Clinical Therapeutic Strategies to Ameliorate the Mitochondrial ETC Complexes Dysfunctions in Autism: First Time from India

Autism is a prototypical form of pervasive developmental disorder (PDD), characterized by complex behavioural impairments detectable as early as 18-36 months of age with severe abnormalities in communications, social awareness and skills, and the presence of restrictive and stereotyped patterns of behaviors, interests, and activities. In addition to these core symptoms, there are few other behavior disturbances which are commonly seen in the autistic individuals, such as anxiety, depression, sleeping and eating disturbances, attention issues, temper tantrums, motor disabilities and aggression or self-injury. Propionic acid (PPA) on oral and intraventricular injection of PPA in rodents mimics the behavioural and biochemical abnormalities observed in autism patients.

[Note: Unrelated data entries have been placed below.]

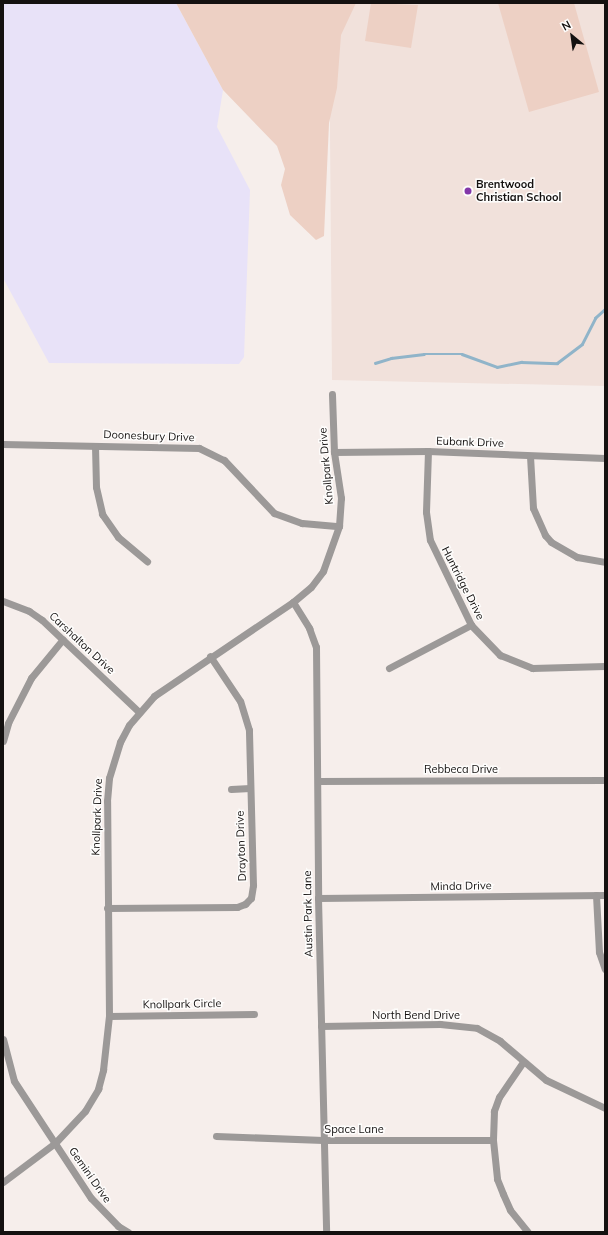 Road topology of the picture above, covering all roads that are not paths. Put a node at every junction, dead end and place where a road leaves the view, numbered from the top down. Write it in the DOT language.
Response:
graph roads {
  1 [pos="332,394"];
  2 [pos="3,444"];
  3 [pos="95,446"];
  4 [pos="428,451"];
  5 [pos="334,452"];
  6 [pos="530,456"];
  7 [pos="605,458"];
  8 [pos="339,526"];
  9 [pos="147,561"];
  10 [pos="605,562"];
  11 [pos="3,601"];
  12 [pos="293,602"];
  13 [pos="471,625"];
  14 [pos="64,639"];
  15 [pos="210,656"];
  16 [pos="605,666"];
  17 [pos="389,668"];
  18 [pos="139,712"];
  19 [pos="3,741"];
  20 [pos="605,780"];
  21 [pos="318,781"];
  22 [pos="250,788"];
  23 [pos="232,789"];
  24 [pos="596,895"];
  25 [pos="605,895"];
  26 [pos="318,898"];
  27 [pos="108,908"];
  28 [pos="605,969"];
  29 [pos="254,1014"];
  30 [pos="110,1016"];
  31 [pos="321,1026"];
  32 [pos="3,1039"];
  33 [pos="523,1062"];
  34 [pos="605,1108"];
  35 [pos="216,1136"];
  36 [pos="323,1140"];
  37 [pos="493,1140"];
  38 [pos="55,1143"];
  39 [pos="3,1182"];
  40 [pos="524,1231"];
  41 [pos="128,1232"];
  42 [pos="326,1232"];
  1 -- 5 [label="street, Knollpark Drive"];
  2 -- 3 [label="street, Doonesbury Drive"];
  3 -- 8 [label="street, Doonesbury Drive"];
  3 -- 9 [label="street"];
  4 -- 5 [label="street, Eubank Drive"];
  4 -- 6 [label="street, Eubank Drive"];
  4 -- 13 [label="street, Huntridge Drive"];
  5 -- 8 [label="street, Knollpark Drive"];
  6 -- 7 [label="street, Eubank Drive"];
  6 -- 10 [label="street"];
  8 -- 12 [label="street, Knollpark Drive"];
  11 -- 14 [label="street, Carshalton Drive"];
  12 -- 15 [label="street, Knollpark Drive"];
  12 -- 21 [label="street, Austin Park Lane"];
  13 -- 16 [label="street, Huntridge Drive"];
  13 -- 17 [label="street"];
  14 -- 18 [label="street, Carshalton Drive"];
  14 -- 19 [label="street"];
  15 -- 18 [label="street, Knollpark Drive"];
  15 -- 22 [label="street, Drayton Drive"];
  18 -- 27 [label="street, Knollpark Drive"];
  20 -- 21 [label="street, Rebbeca Drive"];
  21 -- 26 [label="street, Austin Park Lane"];
  22 -- 23 [label="street"];
  22 -- 27 [label="street, Drayton Drive"];
  24 -- 25 [label="street, Minda Drive"];
  24 -- 26 [label="street, Minda Drive"];
  24 -- 28 [label="street"];
  26 -- 31 [label="street, Austin Park Lane"];
  27 -- 30 [label="street, Knollpark Drive"];
  29 -- 30 [label="street, Knollpark Circle"];
  30 -- 38 [label="street, Knollpark Drive"];
  31 -- 33 [label="street, North Bend Drive"];
  31 -- 36 [label="street, Austin Park Lane"];
  32 -- 38 [label="street, Gemini Drive"];
  33 -- 34 [label="street, North Bend Drive"];
  33 -- 37 [label="street"];
  35 -- 36 [label="street, Space Lane"];
  36 -- 37 [label="street, Space Lane"];
  36 -- 42 [label="street, Austin Park Lane"];
  37 -- 40 [label="street"];
  38 -- 39 [label="street, Knollpark Drive"];
  38 -- 41 [label="street, Gemini Drive"];
}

Increased PPA levels may interfere with overall cellular metabolism in tricarboxylic acid cycle where it interferes with the conversion of succinyl co-A to succinate for generation of FADH2 in electron transport chain complex II further impairs the ATP synthesis. Extracellular signals regulate various intracellular neuroprotective functions through secondary messenger's cyclic AMP (cAMP) that subsequently activate target enzymes Protein kinase A (PKA) & activate cyclic AMP responsive element binding protein (CREB) which regulate and protects various toxic damage in brain. Forskolin (FSK) (also called Coleonol) Coleus forskohlii Briq. (Lamiaceae), major pharmacological mechanism of action is linked to its direct action on adenyl cyclase (AC) enzyme which results in the increase intracellular cAMP/PKA/CREB pathway further responsible for various neuroprotective mechanisms. It is first time designed to investigate the protective and therapeutic potency of FSK in AC/cAMP/PKA mediated CREB activation in intraventricular PPA induced autism in rats.